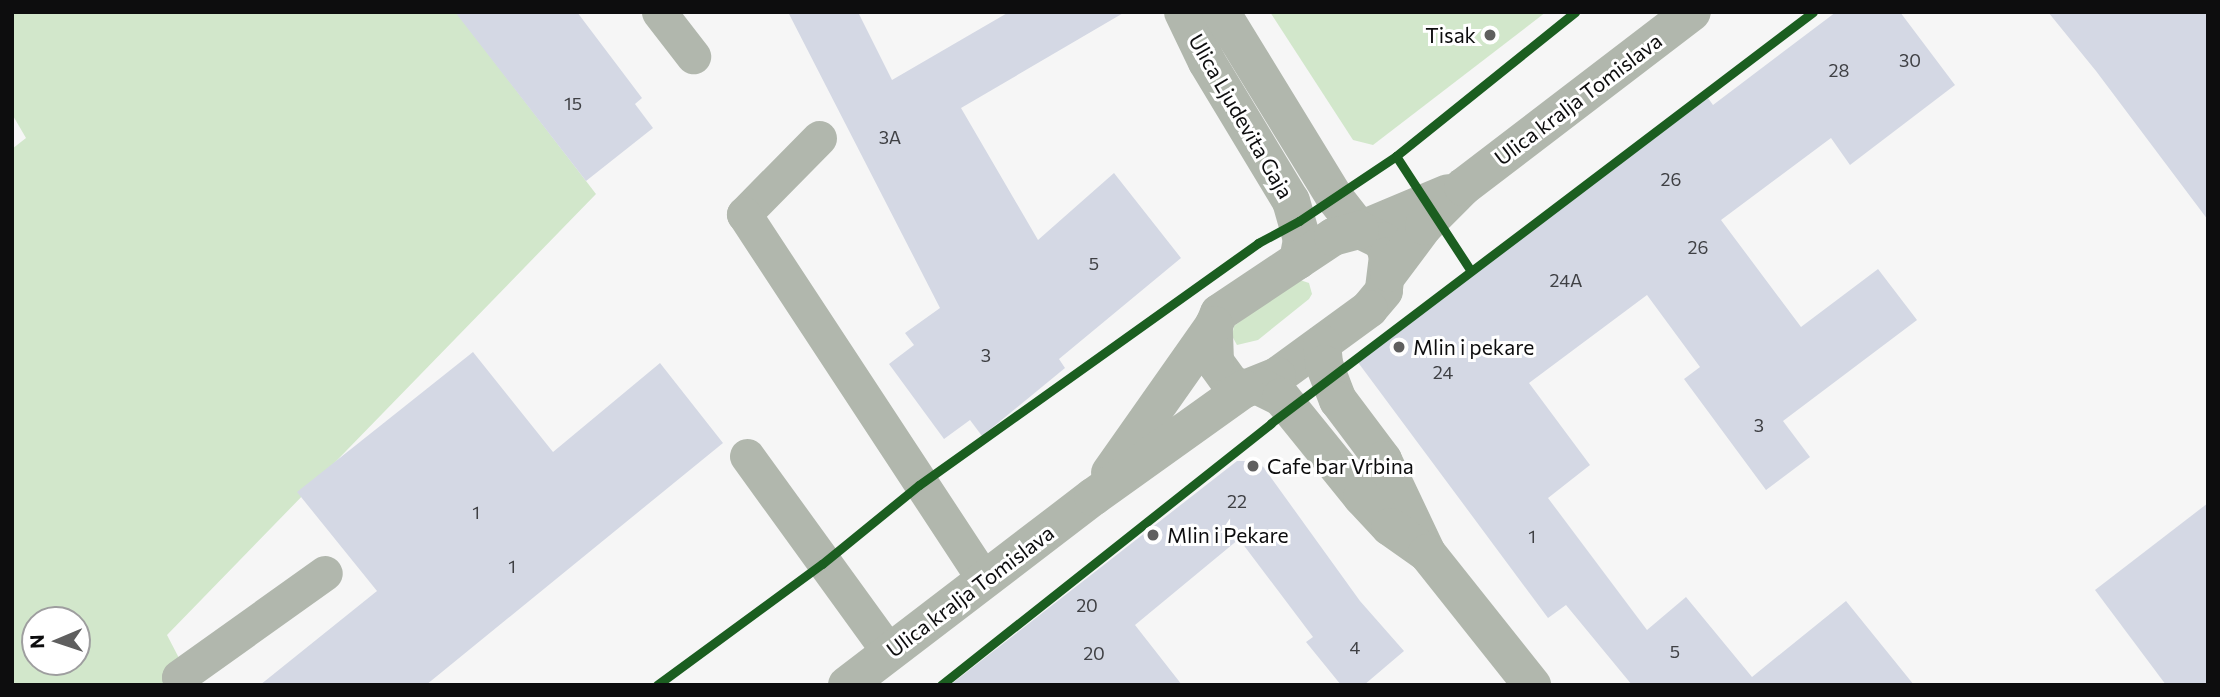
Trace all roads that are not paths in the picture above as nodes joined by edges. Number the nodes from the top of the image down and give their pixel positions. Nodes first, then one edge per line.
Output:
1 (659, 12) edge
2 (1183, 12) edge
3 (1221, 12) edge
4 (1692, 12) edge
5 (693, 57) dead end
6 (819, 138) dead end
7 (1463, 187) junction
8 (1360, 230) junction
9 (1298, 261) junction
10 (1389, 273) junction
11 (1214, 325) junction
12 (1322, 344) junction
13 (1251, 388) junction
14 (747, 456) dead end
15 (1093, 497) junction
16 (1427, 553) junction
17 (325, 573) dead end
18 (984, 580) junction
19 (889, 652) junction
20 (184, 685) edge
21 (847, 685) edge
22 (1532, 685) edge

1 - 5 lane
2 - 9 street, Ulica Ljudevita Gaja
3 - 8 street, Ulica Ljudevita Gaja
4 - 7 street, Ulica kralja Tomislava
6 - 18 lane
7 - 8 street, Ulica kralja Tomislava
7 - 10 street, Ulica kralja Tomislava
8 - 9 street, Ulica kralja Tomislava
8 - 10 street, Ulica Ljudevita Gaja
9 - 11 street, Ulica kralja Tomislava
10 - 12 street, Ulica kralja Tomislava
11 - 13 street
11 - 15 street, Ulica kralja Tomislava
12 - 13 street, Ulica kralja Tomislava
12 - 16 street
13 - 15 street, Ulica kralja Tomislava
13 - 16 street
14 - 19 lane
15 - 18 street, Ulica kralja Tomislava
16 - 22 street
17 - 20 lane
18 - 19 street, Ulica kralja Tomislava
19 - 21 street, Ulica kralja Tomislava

--------------------------------

[Task description]
If an entry holds a picture, skip the picture and print the rest of the data exactly.

[Solution to this problem]
Trace all roads that are not paths in the picture above as nodes joined by edges. Number the nodes from the top of the image down and give their pixel positions. Nodes first, then one edge per line.
Output:
1 (659, 12) edge
2 (1183, 12) edge
3 (1221, 12) edge
4 (1692, 12) edge
5 (693, 57) dead end
6 (819, 138) dead end
7 (1463, 187) junction
8 (1360, 230) junction
9 (1298, 261) junction
10 (1389, 273) junction
11 (1214, 325) junction
12 (1322, 344) junction
13 (1251, 388) junction
14 (747, 456) dead end
15 (1093, 497) junction
16 (1427, 553) junction
17 (325, 573) dead end
18 (984, 580) junction
19 (889, 652) junction
20 (184, 685) edge
21 (847, 685) edge
22 (1532, 685) edge

1 - 5 lane
2 - 9 street, Ulica Ljudevita Gaja
3 - 8 street, Ulica Ljudevita Gaja
4 - 7 street, Ulica kralja Tomislava
6 - 18 lane
7 - 8 street, Ulica kralja Tomislava
7 - 10 street, Ulica kralja Tomislava
8 - 9 street, Ulica kralja Tomislava
8 - 10 street, Ulica Ljudevita Gaja
9 - 11 street, Ulica kralja Tomislava
10 - 12 street, Ulica kralja Tomislava
11 - 13 street
11 - 15 street, Ulica kralja Tomislava
12 - 13 street, Ulica kralja Tomislava
12 - 16 street
13 - 15 street, Ulica kralja Tomislava
13 - 16 street
14 - 19 lane
15 - 18 street, Ulica kralja Tomislava
16 - 22 street
17 - 20 lane
18 - 19 street, Ulica kralja Tomislava
19 - 21 street, Ulica kralja Tomislava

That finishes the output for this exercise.